__What to do__. Copies of all lines that contain "Nyerere" are needed; take them from the data below.
━━ Dataset content ━━
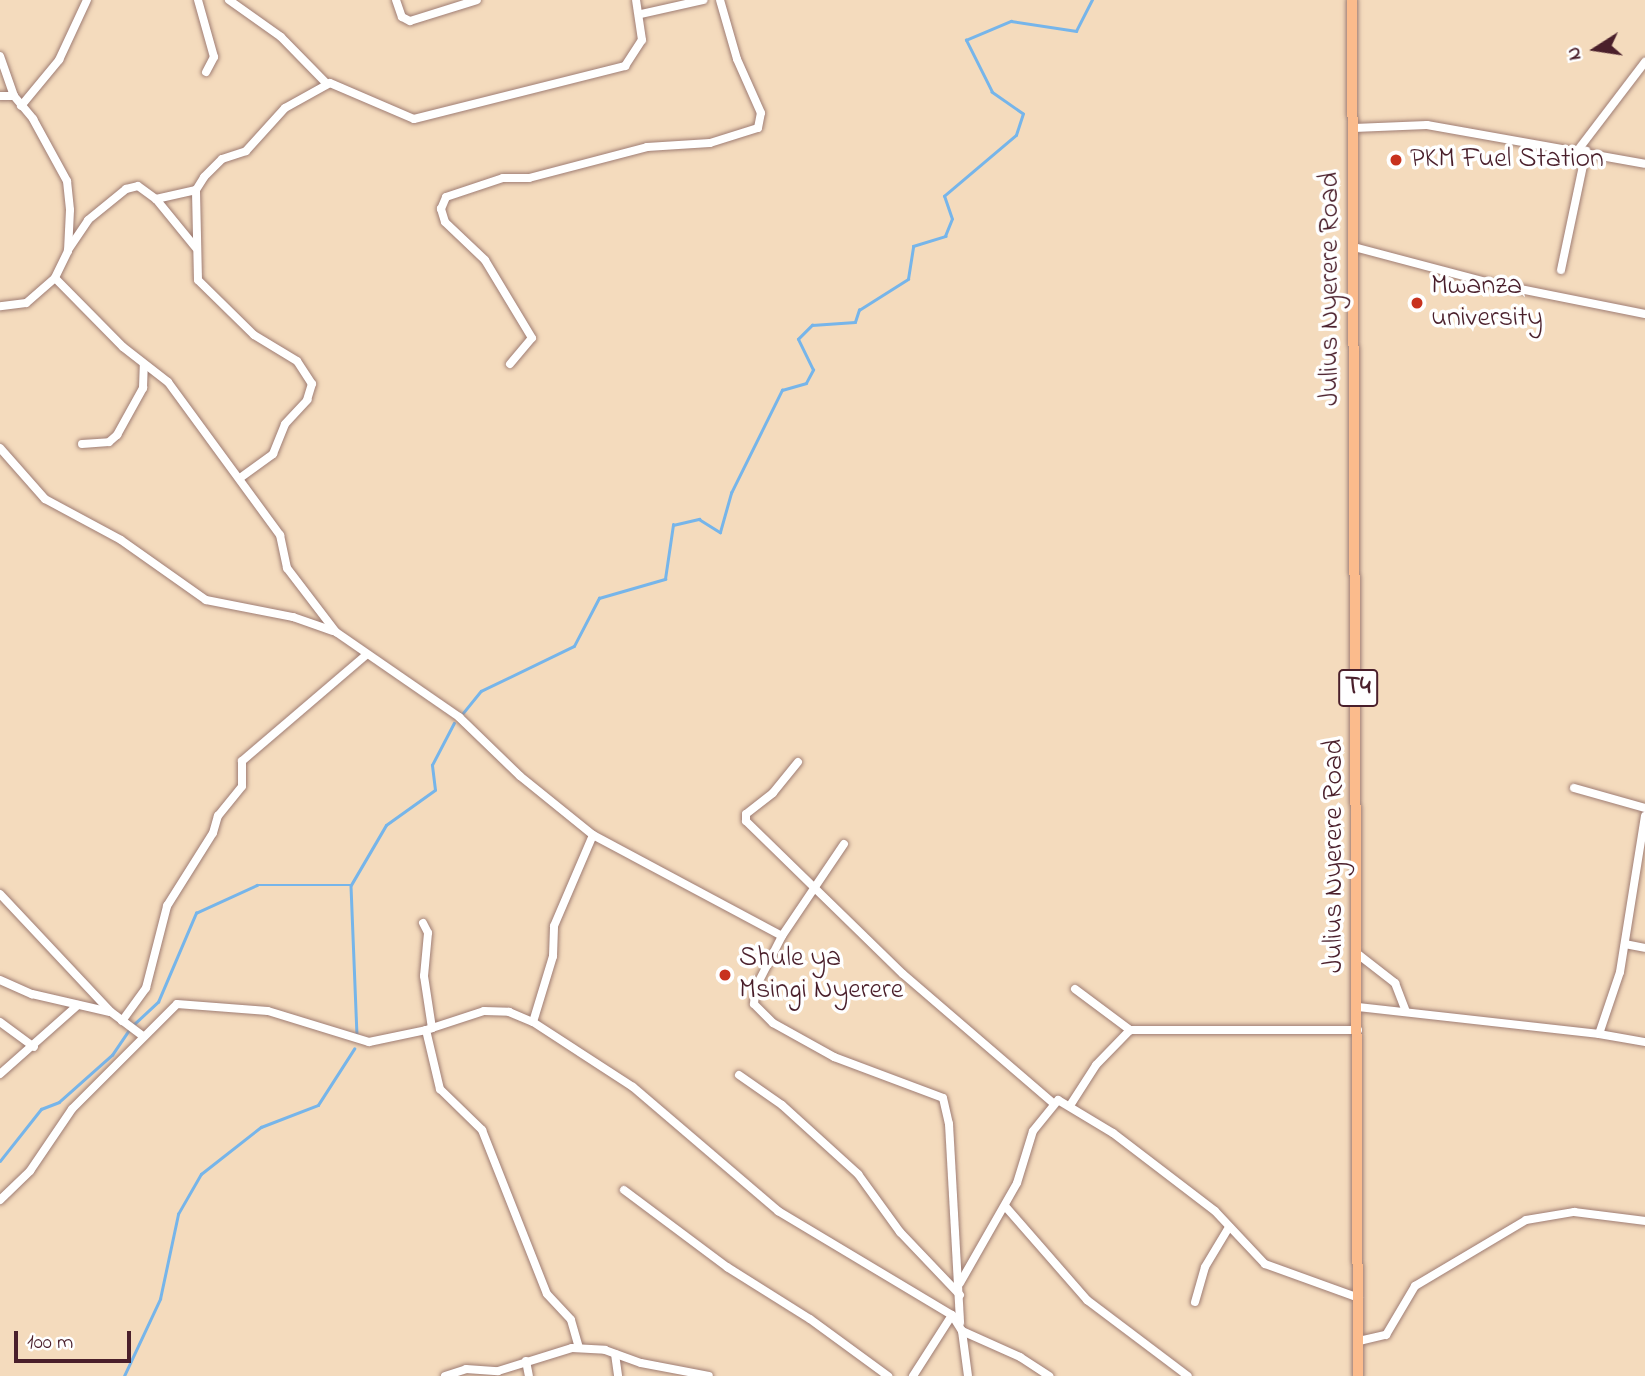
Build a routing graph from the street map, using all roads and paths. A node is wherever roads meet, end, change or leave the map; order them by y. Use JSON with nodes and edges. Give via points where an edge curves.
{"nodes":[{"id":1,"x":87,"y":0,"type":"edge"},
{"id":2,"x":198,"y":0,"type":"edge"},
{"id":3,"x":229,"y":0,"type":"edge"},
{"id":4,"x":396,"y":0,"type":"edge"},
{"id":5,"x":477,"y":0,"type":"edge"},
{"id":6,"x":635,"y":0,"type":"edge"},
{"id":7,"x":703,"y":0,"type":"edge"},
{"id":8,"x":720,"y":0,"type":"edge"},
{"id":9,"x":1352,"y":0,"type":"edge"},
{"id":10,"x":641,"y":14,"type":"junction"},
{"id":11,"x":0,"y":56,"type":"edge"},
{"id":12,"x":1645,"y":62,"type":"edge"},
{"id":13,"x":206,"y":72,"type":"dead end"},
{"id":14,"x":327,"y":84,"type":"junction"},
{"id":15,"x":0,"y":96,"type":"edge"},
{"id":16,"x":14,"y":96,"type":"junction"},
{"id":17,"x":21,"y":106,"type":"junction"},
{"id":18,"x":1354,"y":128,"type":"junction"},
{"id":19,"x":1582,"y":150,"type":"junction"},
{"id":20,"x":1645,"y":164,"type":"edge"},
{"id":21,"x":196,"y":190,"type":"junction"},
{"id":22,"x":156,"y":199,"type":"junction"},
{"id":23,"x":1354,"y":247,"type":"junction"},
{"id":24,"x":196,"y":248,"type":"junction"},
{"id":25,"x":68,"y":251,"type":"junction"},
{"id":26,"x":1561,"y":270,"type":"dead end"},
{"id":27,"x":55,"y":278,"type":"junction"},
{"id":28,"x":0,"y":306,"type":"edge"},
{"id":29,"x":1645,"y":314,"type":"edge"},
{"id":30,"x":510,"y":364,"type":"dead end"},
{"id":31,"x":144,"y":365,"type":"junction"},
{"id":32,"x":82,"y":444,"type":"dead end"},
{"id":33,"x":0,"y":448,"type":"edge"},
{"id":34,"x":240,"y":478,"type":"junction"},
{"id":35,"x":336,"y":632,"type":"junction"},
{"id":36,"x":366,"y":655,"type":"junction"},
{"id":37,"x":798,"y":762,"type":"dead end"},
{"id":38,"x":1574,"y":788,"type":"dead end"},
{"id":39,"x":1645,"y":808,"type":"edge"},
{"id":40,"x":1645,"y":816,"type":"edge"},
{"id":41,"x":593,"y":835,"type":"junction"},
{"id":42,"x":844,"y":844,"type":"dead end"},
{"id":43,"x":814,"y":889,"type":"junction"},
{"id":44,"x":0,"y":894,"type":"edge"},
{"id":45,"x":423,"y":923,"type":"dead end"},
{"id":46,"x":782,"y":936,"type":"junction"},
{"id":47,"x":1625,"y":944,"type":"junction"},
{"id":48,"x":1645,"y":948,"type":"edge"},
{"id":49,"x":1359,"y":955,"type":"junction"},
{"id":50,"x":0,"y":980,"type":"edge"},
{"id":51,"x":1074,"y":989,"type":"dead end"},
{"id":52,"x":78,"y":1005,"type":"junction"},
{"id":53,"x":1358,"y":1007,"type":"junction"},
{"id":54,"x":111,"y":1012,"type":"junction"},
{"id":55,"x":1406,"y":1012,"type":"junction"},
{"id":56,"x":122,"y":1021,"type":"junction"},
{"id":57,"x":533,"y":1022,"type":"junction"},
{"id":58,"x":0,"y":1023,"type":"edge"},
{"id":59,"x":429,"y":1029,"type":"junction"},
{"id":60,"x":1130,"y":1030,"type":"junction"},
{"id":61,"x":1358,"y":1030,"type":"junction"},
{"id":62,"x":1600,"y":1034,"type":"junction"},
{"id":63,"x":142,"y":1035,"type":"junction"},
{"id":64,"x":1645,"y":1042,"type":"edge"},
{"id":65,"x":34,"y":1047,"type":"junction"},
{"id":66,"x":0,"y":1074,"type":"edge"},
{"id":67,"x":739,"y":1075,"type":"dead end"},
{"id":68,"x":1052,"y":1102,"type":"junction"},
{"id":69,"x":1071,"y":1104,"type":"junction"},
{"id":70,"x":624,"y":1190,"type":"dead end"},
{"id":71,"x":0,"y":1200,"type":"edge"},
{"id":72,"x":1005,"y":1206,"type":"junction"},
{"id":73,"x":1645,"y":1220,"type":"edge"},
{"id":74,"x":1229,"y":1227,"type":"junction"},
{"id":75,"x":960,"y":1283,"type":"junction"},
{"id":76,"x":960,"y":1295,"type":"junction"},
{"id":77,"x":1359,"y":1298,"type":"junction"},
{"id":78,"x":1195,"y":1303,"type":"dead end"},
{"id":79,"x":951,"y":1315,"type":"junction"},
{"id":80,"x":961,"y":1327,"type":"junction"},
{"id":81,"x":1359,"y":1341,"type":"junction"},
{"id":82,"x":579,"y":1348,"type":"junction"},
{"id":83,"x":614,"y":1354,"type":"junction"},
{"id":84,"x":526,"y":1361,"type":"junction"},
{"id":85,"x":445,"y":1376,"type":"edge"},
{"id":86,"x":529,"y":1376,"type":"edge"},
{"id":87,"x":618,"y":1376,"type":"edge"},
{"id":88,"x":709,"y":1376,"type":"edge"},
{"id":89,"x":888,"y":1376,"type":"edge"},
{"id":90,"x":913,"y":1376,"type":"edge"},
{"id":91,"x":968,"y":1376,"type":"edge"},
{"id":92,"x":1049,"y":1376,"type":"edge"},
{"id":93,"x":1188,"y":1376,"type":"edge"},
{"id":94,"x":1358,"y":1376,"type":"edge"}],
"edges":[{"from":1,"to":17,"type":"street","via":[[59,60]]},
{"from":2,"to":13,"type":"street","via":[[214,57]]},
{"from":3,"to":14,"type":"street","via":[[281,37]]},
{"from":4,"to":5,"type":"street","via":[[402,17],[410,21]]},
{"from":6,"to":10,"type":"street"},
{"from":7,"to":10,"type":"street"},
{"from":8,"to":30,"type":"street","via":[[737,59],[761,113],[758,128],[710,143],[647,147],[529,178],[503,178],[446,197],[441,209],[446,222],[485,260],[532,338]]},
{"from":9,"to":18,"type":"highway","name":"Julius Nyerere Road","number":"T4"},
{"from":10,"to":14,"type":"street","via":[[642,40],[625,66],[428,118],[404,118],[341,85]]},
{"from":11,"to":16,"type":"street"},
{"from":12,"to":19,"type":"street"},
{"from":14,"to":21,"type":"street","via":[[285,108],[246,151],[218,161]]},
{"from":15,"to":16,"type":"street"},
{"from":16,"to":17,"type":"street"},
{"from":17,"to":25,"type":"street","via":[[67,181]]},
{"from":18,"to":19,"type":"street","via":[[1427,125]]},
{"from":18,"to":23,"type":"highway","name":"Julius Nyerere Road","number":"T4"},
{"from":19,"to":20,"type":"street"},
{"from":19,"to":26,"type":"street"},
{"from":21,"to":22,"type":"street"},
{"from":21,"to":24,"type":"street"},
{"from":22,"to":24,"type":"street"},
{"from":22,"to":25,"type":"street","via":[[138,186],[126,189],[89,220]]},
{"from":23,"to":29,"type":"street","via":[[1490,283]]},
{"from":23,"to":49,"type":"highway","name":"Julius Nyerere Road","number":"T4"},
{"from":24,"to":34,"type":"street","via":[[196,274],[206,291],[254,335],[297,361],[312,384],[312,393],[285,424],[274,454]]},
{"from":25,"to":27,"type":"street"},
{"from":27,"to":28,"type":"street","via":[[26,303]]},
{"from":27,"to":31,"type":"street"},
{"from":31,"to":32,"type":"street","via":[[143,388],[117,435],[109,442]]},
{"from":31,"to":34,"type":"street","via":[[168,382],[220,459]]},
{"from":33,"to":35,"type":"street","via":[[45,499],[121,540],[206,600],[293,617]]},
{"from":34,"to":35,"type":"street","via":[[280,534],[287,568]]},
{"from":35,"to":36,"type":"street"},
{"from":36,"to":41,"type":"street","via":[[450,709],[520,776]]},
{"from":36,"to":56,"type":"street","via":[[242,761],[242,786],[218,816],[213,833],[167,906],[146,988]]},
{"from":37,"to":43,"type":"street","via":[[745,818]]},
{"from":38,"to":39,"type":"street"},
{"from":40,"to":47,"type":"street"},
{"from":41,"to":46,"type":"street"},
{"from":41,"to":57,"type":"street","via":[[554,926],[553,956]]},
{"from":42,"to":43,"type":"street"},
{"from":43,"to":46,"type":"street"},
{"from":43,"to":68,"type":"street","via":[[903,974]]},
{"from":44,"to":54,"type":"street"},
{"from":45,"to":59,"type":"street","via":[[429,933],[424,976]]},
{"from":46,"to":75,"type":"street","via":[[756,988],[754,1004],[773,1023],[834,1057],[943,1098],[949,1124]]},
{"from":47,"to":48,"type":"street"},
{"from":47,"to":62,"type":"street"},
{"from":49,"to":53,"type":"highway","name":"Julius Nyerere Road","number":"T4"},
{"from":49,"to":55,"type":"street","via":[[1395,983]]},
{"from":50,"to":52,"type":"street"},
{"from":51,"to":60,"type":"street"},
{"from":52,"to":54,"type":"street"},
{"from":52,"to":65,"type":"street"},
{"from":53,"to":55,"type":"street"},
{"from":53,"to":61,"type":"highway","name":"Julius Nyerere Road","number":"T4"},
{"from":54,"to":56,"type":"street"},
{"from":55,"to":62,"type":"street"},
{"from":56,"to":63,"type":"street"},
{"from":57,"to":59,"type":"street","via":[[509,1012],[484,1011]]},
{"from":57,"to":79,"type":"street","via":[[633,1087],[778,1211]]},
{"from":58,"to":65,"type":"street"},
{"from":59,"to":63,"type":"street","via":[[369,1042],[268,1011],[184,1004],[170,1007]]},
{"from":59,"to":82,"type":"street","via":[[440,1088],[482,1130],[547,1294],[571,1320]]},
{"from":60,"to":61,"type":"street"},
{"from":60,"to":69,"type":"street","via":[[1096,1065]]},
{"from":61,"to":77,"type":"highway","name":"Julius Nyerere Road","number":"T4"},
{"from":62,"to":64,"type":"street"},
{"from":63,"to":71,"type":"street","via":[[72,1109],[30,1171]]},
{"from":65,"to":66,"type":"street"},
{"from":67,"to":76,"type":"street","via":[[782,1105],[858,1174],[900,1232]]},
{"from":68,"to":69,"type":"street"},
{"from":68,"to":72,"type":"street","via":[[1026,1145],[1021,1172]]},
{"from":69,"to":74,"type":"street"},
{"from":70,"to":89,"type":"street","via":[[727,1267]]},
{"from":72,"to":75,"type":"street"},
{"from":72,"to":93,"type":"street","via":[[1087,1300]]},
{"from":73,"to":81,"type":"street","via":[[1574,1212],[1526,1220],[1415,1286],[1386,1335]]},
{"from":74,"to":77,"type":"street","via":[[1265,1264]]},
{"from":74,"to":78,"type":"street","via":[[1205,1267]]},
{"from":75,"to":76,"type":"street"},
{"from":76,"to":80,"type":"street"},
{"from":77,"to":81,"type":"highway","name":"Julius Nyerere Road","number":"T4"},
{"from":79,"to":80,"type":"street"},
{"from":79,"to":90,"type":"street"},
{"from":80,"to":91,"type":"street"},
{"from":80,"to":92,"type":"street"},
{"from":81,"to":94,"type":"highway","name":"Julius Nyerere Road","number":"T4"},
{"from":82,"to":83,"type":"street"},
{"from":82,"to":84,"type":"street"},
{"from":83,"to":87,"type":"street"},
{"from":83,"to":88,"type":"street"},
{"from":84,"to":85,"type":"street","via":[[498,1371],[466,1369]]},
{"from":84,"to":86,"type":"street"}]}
━━━
__Result of this exercise__.
{"from":9,"to":18,"type":"highway","name":"Julius Nyerere Road","number":"T4"},
{"from":18,"to":23,"type":"highway","name":"Julius Nyerere Road","number":"T4"},
{"from":23,"to":49,"type":"highway","name":"Julius Nyerere Road","number":"T4"},
{"from":49,"to":53,"type":"highway","name":"Julius Nyerere Road","number":"T4"},
{"from":53,"to":61,"type":"highway","name":"Julius Nyerere Road","number":"T4"},
{"from":61,"to":77,"type":"highway","name":"Julius Nyerere Road","number":"T4"},
{"from":77,"to":81,"type":"highway","name":"Julius Nyerere Road","number":"T4"},
{"from":81,"to":94,"type":"highway","name":"Julius Nyerere Road","number":"T4"},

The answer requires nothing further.